At a time when corruption of politicians and the egos of entertainers and television pastors are stretching the stings of correctness to egregious ends, who else can we depend on but wise, honest women, mothers and grandmothers who put character before money? What better relief than to faint into the embrace of a mom? Who better understands a tear? Yet now, because of the actions of pedophiles in clergy collars and a few teachers, those who work with our children can no longer give a hug of caring, of encouragement, of reward to little ones. No closed doors for conferences for child or adult. Nothing is innocent, not a hug, a touch, a moment of saying I care about you and understand your pain. We cannot do this anymore without being sued. What a world. What a horrible world we have developed for children outside of God’s simple creation of Eden.
And worse, it is the age when a single atheist or agnostic can convince legal minds or hire such deceitful lawyers that all the foundations of Christmas or other religious celebrations that bring joy to the majority have to be shut down. Something is wrong here. How can traditions held for two or three thousands of years all of a sudden be outlawed? Because a handful doesn’t like it? Or agree? Why should the marble crib in the basement of a church in Bethlehem be forgotten? If you have touched it, and I have, you never forget the magnitude of what happened in that manger on a bed of straw. I am sure God watches in pain.
We are poor fighters without guns or weapons. We prefer the easy way out. We are so busy selling God, we forget to look at how we guide our own lives because that is the best test of our hearts. We claim to not be racist, yet our churches speak loudly of racism since so many of them are still all white or all black. We inevitably select who is allowed to kneel at our altars. Didn’t Jesus attend to the needs of all men and women, even the loathed Samaritans? Our pretentious words get out of hand. We are His. He is Ours. But really, who knows whom will be chosen? Will we all? Is every sin forgiven? Our greed goes over the top. Our eyes see the glory of ourselves, not the Lord. We fail to brandish swords of truth, of right and wrong, of humility. We slack on tolerance, acceptance, forgiving, righteousness, love and patience.
We need to look again at the our gospels to see who God’s only Son was and what His words (not some interpretation of them) actually said. Are you attuned to how He thought, responded, reacted, loved? Are you familiar with how He got here, what Scripture foretold? I follow this God, who through the Immaculate Conception, sent his only Son to this earth to help us get on the right track.
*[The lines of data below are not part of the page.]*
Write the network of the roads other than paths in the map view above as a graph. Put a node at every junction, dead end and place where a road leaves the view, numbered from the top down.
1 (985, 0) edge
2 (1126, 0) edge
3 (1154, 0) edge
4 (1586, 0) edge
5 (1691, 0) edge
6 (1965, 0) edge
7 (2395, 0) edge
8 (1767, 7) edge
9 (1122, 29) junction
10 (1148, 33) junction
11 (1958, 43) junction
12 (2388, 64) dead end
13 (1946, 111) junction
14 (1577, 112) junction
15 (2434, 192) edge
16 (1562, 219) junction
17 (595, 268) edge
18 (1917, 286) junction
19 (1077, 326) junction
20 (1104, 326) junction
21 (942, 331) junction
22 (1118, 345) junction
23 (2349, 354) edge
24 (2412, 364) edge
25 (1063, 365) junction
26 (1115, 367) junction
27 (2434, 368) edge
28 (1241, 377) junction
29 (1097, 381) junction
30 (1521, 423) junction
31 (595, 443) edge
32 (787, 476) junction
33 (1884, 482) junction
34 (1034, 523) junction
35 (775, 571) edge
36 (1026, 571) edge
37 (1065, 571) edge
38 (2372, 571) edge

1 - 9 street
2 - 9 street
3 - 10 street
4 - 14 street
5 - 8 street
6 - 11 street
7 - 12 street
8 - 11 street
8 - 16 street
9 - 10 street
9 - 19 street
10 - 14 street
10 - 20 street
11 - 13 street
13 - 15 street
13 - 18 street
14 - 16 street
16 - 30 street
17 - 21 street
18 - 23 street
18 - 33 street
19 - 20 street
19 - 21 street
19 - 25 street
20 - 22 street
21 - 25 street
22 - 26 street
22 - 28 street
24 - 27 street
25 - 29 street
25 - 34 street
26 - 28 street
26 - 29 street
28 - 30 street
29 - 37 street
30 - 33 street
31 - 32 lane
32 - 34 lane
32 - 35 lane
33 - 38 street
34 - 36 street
He is with whom I want to walk and in whom I have faith. I have kissed his crib, His rock of agony at Golgotha, the soil of His cross, His empty tomb. I feel him everywhere I turn and in everyone I meet not just at Christmas and Easter when everyone is “on “ their faith, but in every corner of every day life. And I continually long for the next step when I pray He allows me, a woman and mother, to soar on the wings of his angels from this horizon to his kingdom to touch His hand and thank him for trying to save us, our churches, our temples, our faiths, even now. In the birth of our Savior through the Virgin Mary, may we all find a cause, a way, a hope and love. Tis the Season of Hope.